'Mein Kampf' ne sera pas vendu aux enchères par Pierre Bergé

Antoine Oury - 09.05.2014

Edition - Société - Pierre Bergé et Associés - vente aux enchères - Mein Kampf


La maison de vente aux enchères Pierre Bergé et Associés a décidé de retirer Mein Kampf et un livre à la couverture en peau humaine d'une séance prévue le 16 mai prochain.
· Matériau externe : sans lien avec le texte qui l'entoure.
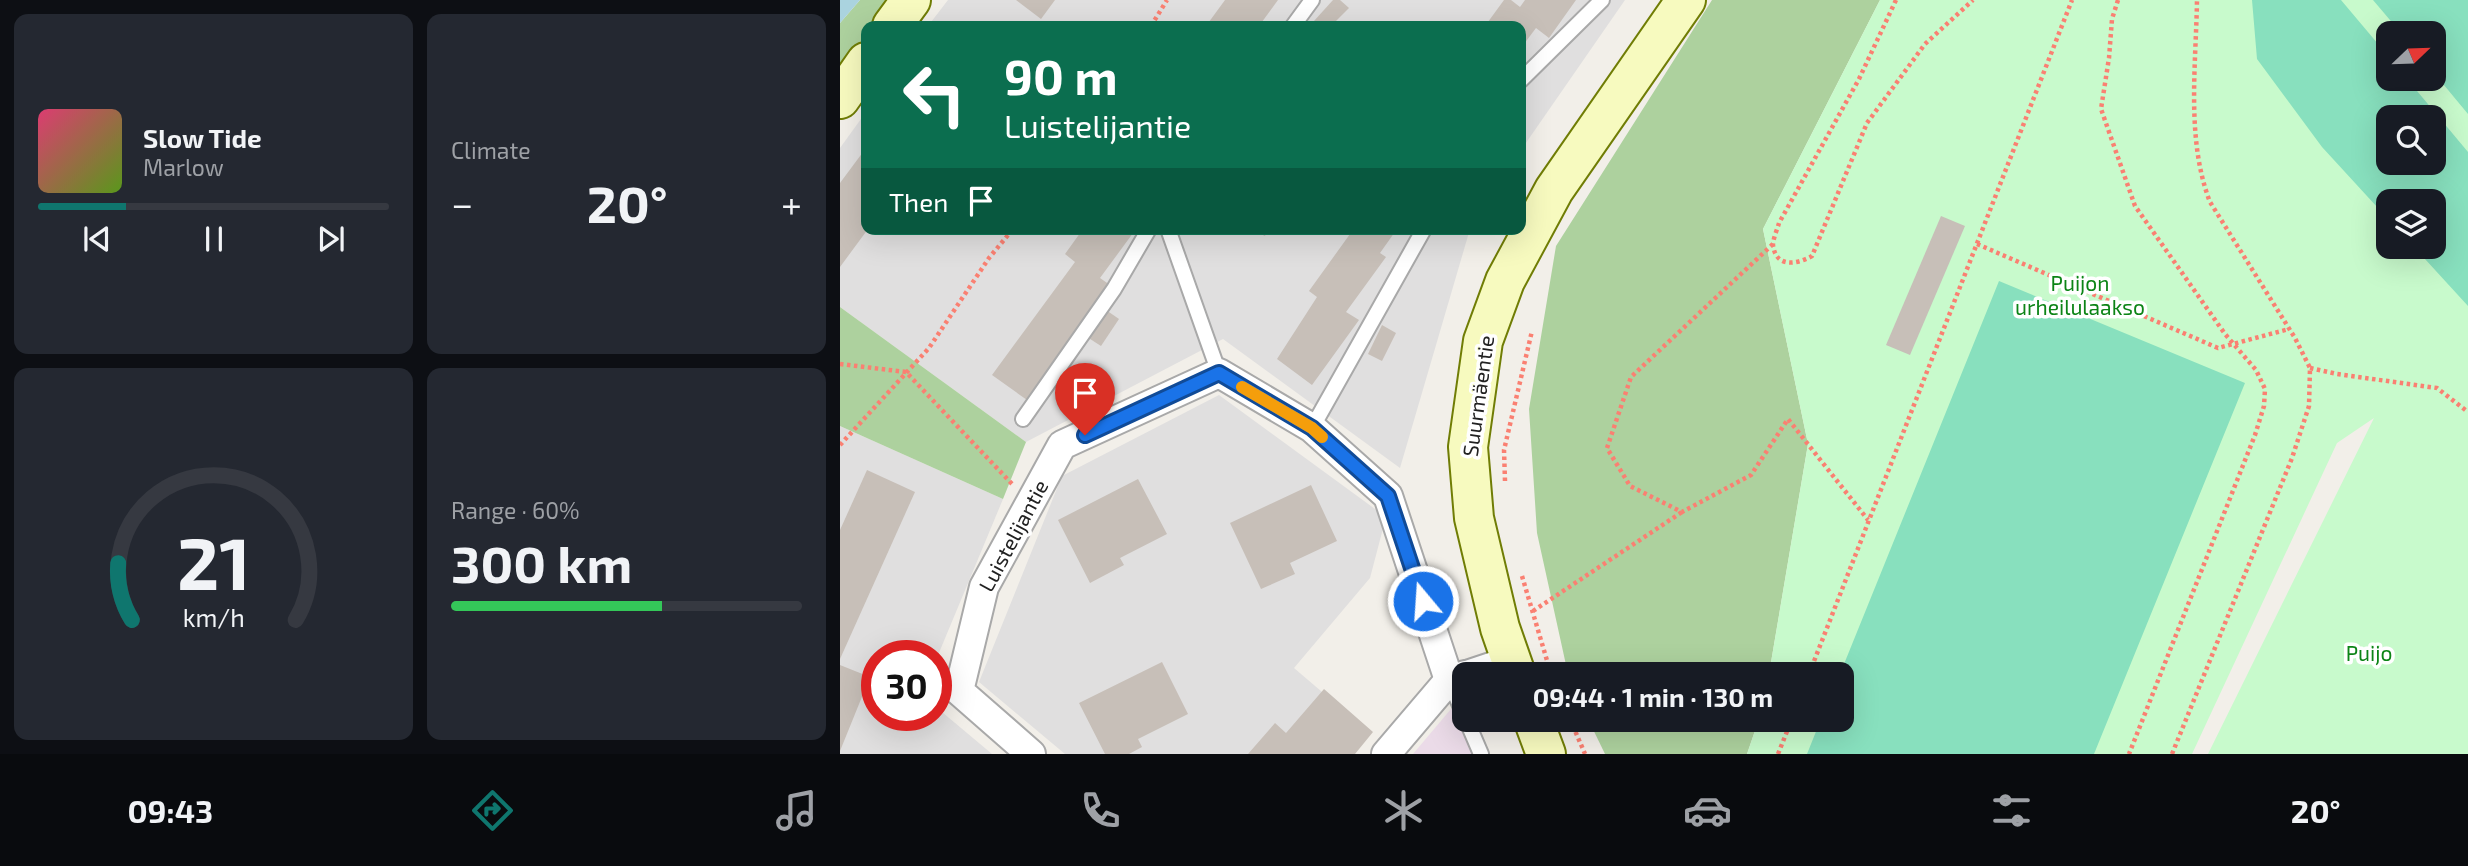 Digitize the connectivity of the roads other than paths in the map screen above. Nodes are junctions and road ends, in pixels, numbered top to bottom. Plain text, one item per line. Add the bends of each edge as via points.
1 (911, 0) edge
2 (1312, 0) edge
3 (1602, 0) edge
4 (1686, 0) edge
5 (896, 21) edge
6 (1297, 21) edge
7 (861, 69) edge
8 (1526, 75) edge
9 (840, 99) edge
10 (1146, 235) edge
11 (1170, 235) edge
12 (1421, 235) edge
13 (1219, 373) junction
14 (1023, 419) dead end
15 (1312, 428) junction
16 (1455, 662) edge
17 (1512, 662) edge
18 (1452, 686) edge
19 (1471, 732) edge
20 (1538, 732) edge
21 (1031, 754) edge
22 (1386, 754) edge
23 (1480, 754) edge
24 (1546, 754) edge

1 - 5 main road
2 - 6 lane
3 - 8 lane
4 - 17 main road, Suurmäentie via 1555,190 1505,281 1483,341 1468,447 1474,518
7 - 9 main road
10 - 14 lane via 1114,289
11 - 13 lane
12 - 15 lane
13 - 15 street
13 - 21 street, Luistelijantie via 1062,445 984,587 959,691
15 - 16 street via 1388,496
18 - 22 street
19 - 23 lane
20 - 24 main road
La décision fait suite aux réactions indignées du Bureau National de Vigilance Contre l'Antisémitisme (BNVCA), et l'enquête du Centre des Ventes Volontaires (CVV).

 


Mein Kampf

(jnshimko, CC BY-SA 2.0)

 

 

Dès le 6 mai, le Bureau National de Vigilance Contre l'Antisémitisme (BNVCA) montait au créneau, et pointait la présence de l'article 309, un exemplaire en allemand de Mein Kampf, dans le catalogue « Crimes et Châtiments » de Pierre Bergé et Associés. « Cet objet funeste est présenté comme s'il s'agissait d'un objet d'art, écrit par un poète ou un membre de l'Académie Française », soulignait le Bureau dans son communiqué.

 

Le BNVCA se montrait d'autant plus vindicatif, après l'annulation qu'il avait obtenu d'une autre vente, cette fois uniquement composée d'objets nazis, le 26 avril dernier. Il avait alors pu compter sur le soutien de la Ministre de la Culture. Dans son communiqué, le Bureau signalait qu'une lettre avait été envoyée au Président de la République, au Premier ministre, mais aussi aux ministres de la Culture et de l'Intérieur pour les alerter sur cet article estimé entre 3000 et 4000 €.

 

Le Centre des Ventes Volontaires (CVV), autorité de régulation des ventes volontaires aux enchères, s'est emparé de l'affaire, et a mené une enquête préliminaire sur la vente du 16 mai. Il a toutefois repéré un autre article sulfureux : un livre de documents concernant l'assassin Rambert et les tatouages en prison, réunis par le docteur Jean Lacassagne entre 1931 et 1934, « dans une étonnante reliure faite avec la peau de Rambert». Un cas notable de bibliopégie anthropodermique, qui n'a pas impressionné le CVV : « La loi interdit le commerce de restes humains. »

 

Pour éviter les polémiques, la maison Pierre Bergé et Associés a annoncé le retrait des deux lots de sa vente du 16 mai. Philippe Zoummeroff, qui vendait via « Crimes et Châtiments » sa bibliothèque de criminologie, a expliqué ses intentions : « J'ai acquis Mein Kampf pour montrer ce qui a existé, pour documenter l'abjection. J'ai décidé d'affronter ce que l'humanité a produit de plus innommable, depuis les tortures infligées au XVIe siècle contre les prétendues sorcières jusqu'aux plus insupportables dérives idéologiques du XXe siècle. Cette collection est le contraire de l'apologie ; c'est une dénonciation. Mais pour dénoncer, encore faut-il regarder l'histoire en face et ne pas en cacher la part la plus sombre ou la plus ignoble. »

 

La maison Pierre Bergé et Associés rappelle toutefois que la vente de Mein Kampf n'est pas interdite en France, dans son édition originale en allemand, ou dans une édition en français précédée d'un corpus explicatif. L'exemplaire qui devait être vendu pouvait donc l'être, puisqu'il s'agissait d'une édition originale allemande de 1925-1927.

 

Benoît Forgeot, expert principal de la vente, n'a pas caché sa déception face au retrait du lot : « Je suis un peu effondré par cette polémique. Cette collection n'a rien de fétichiste, elle est au contraire militante. Philippe Zoummeroff, 85 ans, est juif. Il a été caché pendant la guerre à Cahors et une partie de sa famille a péri dans des camps. » L'ouvrage en peau humaine a également été retiré de la vente.